§ WORK REQUIRED
The entries below should appear again in your reply, word for word.
● ● ● ●
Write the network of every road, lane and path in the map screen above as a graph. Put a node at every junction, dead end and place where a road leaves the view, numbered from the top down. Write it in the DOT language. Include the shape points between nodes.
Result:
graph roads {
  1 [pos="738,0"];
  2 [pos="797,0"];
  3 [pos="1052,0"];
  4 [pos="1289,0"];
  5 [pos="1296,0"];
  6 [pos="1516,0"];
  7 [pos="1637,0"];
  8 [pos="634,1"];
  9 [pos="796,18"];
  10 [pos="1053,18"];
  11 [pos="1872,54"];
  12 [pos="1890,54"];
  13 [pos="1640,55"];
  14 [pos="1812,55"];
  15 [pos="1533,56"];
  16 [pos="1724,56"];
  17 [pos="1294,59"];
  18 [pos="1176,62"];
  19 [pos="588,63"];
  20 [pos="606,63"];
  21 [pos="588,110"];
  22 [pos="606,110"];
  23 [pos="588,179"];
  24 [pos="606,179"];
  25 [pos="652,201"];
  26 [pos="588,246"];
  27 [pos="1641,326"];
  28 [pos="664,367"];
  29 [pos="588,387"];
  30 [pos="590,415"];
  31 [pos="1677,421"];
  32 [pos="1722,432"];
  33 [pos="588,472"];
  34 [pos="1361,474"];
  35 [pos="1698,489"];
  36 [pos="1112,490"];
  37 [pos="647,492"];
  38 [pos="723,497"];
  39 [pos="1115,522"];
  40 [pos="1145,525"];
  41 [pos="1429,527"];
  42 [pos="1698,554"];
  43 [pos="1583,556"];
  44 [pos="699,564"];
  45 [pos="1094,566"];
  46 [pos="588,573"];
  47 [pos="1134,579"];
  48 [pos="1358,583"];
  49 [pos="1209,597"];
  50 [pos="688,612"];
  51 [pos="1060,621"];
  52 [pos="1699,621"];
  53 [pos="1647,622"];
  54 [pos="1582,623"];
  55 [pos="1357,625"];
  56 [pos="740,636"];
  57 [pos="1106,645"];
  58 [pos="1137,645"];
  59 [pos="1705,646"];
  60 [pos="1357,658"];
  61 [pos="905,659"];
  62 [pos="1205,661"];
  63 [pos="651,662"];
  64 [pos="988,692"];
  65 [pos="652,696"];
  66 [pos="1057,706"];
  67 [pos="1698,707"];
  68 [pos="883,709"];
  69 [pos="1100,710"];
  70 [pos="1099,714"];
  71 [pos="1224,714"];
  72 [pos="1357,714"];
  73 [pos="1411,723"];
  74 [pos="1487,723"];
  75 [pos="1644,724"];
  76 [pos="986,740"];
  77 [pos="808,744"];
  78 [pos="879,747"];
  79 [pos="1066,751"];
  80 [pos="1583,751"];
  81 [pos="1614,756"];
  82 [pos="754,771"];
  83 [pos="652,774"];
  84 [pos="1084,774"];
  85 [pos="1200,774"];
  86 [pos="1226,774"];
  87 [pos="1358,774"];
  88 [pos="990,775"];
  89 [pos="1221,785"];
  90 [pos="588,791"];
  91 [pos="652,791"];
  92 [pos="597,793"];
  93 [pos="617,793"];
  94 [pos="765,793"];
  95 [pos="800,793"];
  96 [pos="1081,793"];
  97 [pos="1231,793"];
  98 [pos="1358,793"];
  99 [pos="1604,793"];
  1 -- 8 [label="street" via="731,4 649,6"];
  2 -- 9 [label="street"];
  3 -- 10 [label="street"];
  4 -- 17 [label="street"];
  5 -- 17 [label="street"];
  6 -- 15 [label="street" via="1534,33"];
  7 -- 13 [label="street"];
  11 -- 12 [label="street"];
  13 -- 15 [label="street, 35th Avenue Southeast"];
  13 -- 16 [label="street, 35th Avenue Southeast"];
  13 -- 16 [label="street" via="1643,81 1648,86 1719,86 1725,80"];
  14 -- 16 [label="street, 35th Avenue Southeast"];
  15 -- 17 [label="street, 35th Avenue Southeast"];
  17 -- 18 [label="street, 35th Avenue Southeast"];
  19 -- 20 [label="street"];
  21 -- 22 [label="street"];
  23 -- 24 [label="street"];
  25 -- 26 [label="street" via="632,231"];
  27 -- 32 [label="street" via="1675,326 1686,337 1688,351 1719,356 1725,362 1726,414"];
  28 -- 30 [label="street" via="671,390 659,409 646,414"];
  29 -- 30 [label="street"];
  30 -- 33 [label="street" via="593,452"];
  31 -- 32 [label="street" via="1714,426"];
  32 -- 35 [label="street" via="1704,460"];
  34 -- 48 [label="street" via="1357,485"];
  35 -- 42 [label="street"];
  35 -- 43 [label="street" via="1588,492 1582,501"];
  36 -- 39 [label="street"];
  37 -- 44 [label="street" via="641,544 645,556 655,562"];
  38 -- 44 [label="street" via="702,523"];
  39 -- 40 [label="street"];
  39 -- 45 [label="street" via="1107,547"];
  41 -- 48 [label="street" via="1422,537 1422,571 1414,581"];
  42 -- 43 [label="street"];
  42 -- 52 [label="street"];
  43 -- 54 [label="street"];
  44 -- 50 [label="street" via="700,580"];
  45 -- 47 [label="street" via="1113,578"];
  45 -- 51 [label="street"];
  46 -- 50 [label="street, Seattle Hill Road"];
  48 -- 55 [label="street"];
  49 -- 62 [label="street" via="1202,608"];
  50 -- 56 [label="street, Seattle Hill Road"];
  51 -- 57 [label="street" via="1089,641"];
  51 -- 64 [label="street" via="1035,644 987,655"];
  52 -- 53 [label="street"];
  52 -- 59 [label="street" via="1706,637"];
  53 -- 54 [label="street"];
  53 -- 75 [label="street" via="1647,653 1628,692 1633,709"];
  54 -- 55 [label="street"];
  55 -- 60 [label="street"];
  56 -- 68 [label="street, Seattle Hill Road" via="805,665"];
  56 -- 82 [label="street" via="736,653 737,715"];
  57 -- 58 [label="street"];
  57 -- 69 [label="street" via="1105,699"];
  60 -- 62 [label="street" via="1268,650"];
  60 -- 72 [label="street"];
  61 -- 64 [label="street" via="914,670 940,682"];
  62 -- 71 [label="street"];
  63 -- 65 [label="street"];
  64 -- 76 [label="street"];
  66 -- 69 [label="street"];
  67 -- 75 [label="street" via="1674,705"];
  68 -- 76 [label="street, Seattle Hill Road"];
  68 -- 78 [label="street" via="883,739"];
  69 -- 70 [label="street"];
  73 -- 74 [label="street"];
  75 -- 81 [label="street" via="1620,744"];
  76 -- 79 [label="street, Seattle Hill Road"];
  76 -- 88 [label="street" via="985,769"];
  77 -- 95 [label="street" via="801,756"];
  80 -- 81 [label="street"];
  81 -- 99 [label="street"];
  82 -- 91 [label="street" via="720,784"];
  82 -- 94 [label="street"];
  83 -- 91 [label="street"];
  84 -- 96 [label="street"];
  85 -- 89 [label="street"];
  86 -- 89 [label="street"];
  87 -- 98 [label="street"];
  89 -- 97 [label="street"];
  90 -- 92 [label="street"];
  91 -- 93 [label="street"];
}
● ● ● ●
§ FINISHED TASK
Write the network of every road, lane and path in the map screen above as a graph. Put a node at every junction, dead end and place where a road leaves the view, numbered from the top down. Write it in the DOT language. Include the shape points between nodes.
Result:
graph roads {
  1 [pos="738,0"];
  2 [pos="797,0"];
  3 [pos="1052,0"];
  4 [pos="1289,0"];
  5 [pos="1296,0"];
  6 [pos="1516,0"];
  7 [pos="1637,0"];
  8 [pos="634,1"];
  9 [pos="796,18"];
  10 [pos="1053,18"];
  11 [pos="1872,54"];
  12 [pos="1890,54"];
  13 [pos="1640,55"];
  14 [pos="1812,55"];
  15 [pos="1533,56"];
  16 [pos="1724,56"];
  17 [pos="1294,59"];
  18 [pos="1176,62"];
  19 [pos="588,63"];
  20 [pos="606,63"];
  21 [pos="588,110"];
  22 [pos="606,110"];
  23 [pos="588,179"];
  24 [pos="606,179"];
  25 [pos="652,201"];
  26 [pos="588,246"];
  27 [pos="1641,326"];
  28 [pos="664,367"];
  29 [pos="588,387"];
  30 [pos="590,415"];
  31 [pos="1677,421"];
  32 [pos="1722,432"];
  33 [pos="588,472"];
  34 [pos="1361,474"];
  35 [pos="1698,489"];
  36 [pos="1112,490"];
  37 [pos="647,492"];
  38 [pos="723,497"];
  39 [pos="1115,522"];
  40 [pos="1145,525"];
  41 [pos="1429,527"];
  42 [pos="1698,554"];
  43 [pos="1583,556"];
  44 [pos="699,564"];
  45 [pos="1094,566"];
  46 [pos="588,573"];
  47 [pos="1134,579"];
  48 [pos="1358,583"];
  49 [pos="1209,597"];
  50 [pos="688,612"];
  51 [pos="1060,621"];
  52 [pos="1699,621"];
  53 [pos="1647,622"];
  54 [pos="1582,623"];
  55 [pos="1357,625"];
  56 [pos="740,636"];
  57 [pos="1106,645"];
  58 [pos="1137,645"];
  59 [pos="1705,646"];
  60 [pos="1357,658"];
  61 [pos="905,659"];
  62 [pos="1205,661"];
  63 [pos="651,662"];
  64 [pos="988,692"];
  65 [pos="652,696"];
  66 [pos="1057,706"];
  67 [pos="1698,707"];
  68 [pos="883,709"];
  69 [pos="1100,710"];
  70 [pos="1099,714"];
  71 [pos="1224,714"];
  72 [pos="1357,714"];
  73 [pos="1411,723"];
  74 [pos="1487,723"];
  75 [pos="1644,724"];
  76 [pos="986,740"];
  77 [pos="808,744"];
  78 [pos="879,747"];
  79 [pos="1066,751"];
  80 [pos="1583,751"];
  81 [pos="1614,756"];
  82 [pos="754,771"];
  83 [pos="652,774"];
  84 [pos="1084,774"];
  85 [pos="1200,774"];
  86 [pos="1226,774"];
  87 [pos="1358,774"];
  88 [pos="990,775"];
  89 [pos="1221,785"];
  90 [pos="588,791"];
  91 [pos="652,791"];
  92 [pos="597,793"];
  93 [pos="617,793"];
  94 [pos="765,793"];
  95 [pos="800,793"];
  96 [pos="1081,793"];
  97 [pos="1231,793"];
  98 [pos="1358,793"];
  99 [pos="1604,793"];
  1 -- 8 [label="street" via="731,4 649,6"];
  2 -- 9 [label="street"];
  3 -- 10 [label="street"];
  4 -- 17 [label="street"];
  5 -- 17 [label="street"];
  6 -- 15 [label="street" via="1534,33"];
  7 -- 13 [label="street"];
  11 -- 12 [label="street"];
  13 -- 15 [label="street, 35th Avenue Southeast"];
  13 -- 16 [label="street, 35th Avenue Southeast"];
  13 -- 16 [label="street" via="1643,81 1648,86 1719,86 1725,80"];
  14 -- 16 [label="street, 35th Avenue Southeast"];
  15 -- 17 [label="street, 35th Avenue Southeast"];
  17 -- 18 [label="street, 35th Avenue Southeast"];
  19 -- 20 [label="street"];
  21 -- 22 [label="street"];
  23 -- 24 [label="street"];
  25 -- 26 [label="street" via="632,231"];
  27 -- 32 [label="street" via="1675,326 1686,337 1688,351 1719,356 1725,362 1726,414"];
  28 -- 30 [label="street" via="671,390 659,409 646,414"];
  29 -- 30 [label="street"];
  30 -- 33 [label="street" via="593,452"];
  31 -- 32 [label="street" via="1714,426"];
  32 -- 35 [label="street" via="1704,460"];
  34 -- 48 [label="street" via="1357,485"];
  35 -- 42 [label="street"];
  35 -- 43 [label="street" via="1588,492 1582,501"];
  36 -- 39 [label="street"];
  37 -- 44 [label="street" via="641,544 645,556 655,562"];
  38 -- 44 [label="street" via="702,523"];
  39 -- 40 [label="street"];
  39 -- 45 [label="street" via="1107,547"];
  41 -- 48 [label="street" via="1422,537 1422,571 1414,581"];
  42 -- 43 [label="street"];
  42 -- 52 [label="street"];
  43 -- 54 [label="street"];
  44 -- 50 [label="street" via="700,580"];
  45 -- 47 [label="street" via="1113,578"];
  45 -- 51 [label="street"];
  46 -- 50 [label="street, Seattle Hill Road"];
  48 -- 55 [label="street"];
  49 -- 62 [label="street" via="1202,608"];
  50 -- 56 [label="street, Seattle Hill Road"];
  51 -- 57 [label="street" via="1089,641"];
  51 -- 64 [label="street" via="1035,644 987,655"];
  52 -- 53 [label="street"];
  52 -- 59 [label="street" via="1706,637"];
  53 -- 54 [label="street"];
  53 -- 75 [label="street" via="1647,653 1628,692 1633,709"];
  54 -- 55 [label="street"];
  55 -- 60 [label="street"];
  56 -- 68 [label="street, Seattle Hill Road" via="805,665"];
  56 -- 82 [label="street" via="736,653 737,715"];
  57 -- 58 [label="street"];
  57 -- 69 [label="street" via="1105,699"];
  60 -- 62 [label="street" via="1268,650"];
  60 -- 72 [label="street"];
  61 -- 64 [label="street" via="914,670 940,682"];
  62 -- 71 [label="street"];
  63 -- 65 [label="street"];
  64 -- 76 [label="street"];
  66 -- 69 [label="street"];
  67 -- 75 [label="street" via="1674,705"];
  68 -- 76 [label="street, Seattle Hill Road"];
  68 -- 78 [label="street" via="883,739"];
  69 -- 70 [label="street"];
  73 -- 74 [label="street"];
  75 -- 81 [label="street" via="1620,744"];
  76 -- 79 [label="street, Seattle Hill Road"];
  76 -- 88 [label="street" via="985,769"];
  77 -- 95 [label="street" via="801,756"];
  80 -- 81 [label="street"];
  81 -- 99 [label="street"];
  82 -- 91 [label="street" via="720,784"];
  82 -- 94 [label="street"];
  83 -- 91 [label="street"];
  84 -- 96 [label="street"];
  85 -- 89 [label="street"];
  86 -- 89 [label="street"];
  87 -- 98 [label="street"];
  89 -- 97 [label="street"];
  90 -- 92 [label="street"];
  91 -- 93 [label="street"];
}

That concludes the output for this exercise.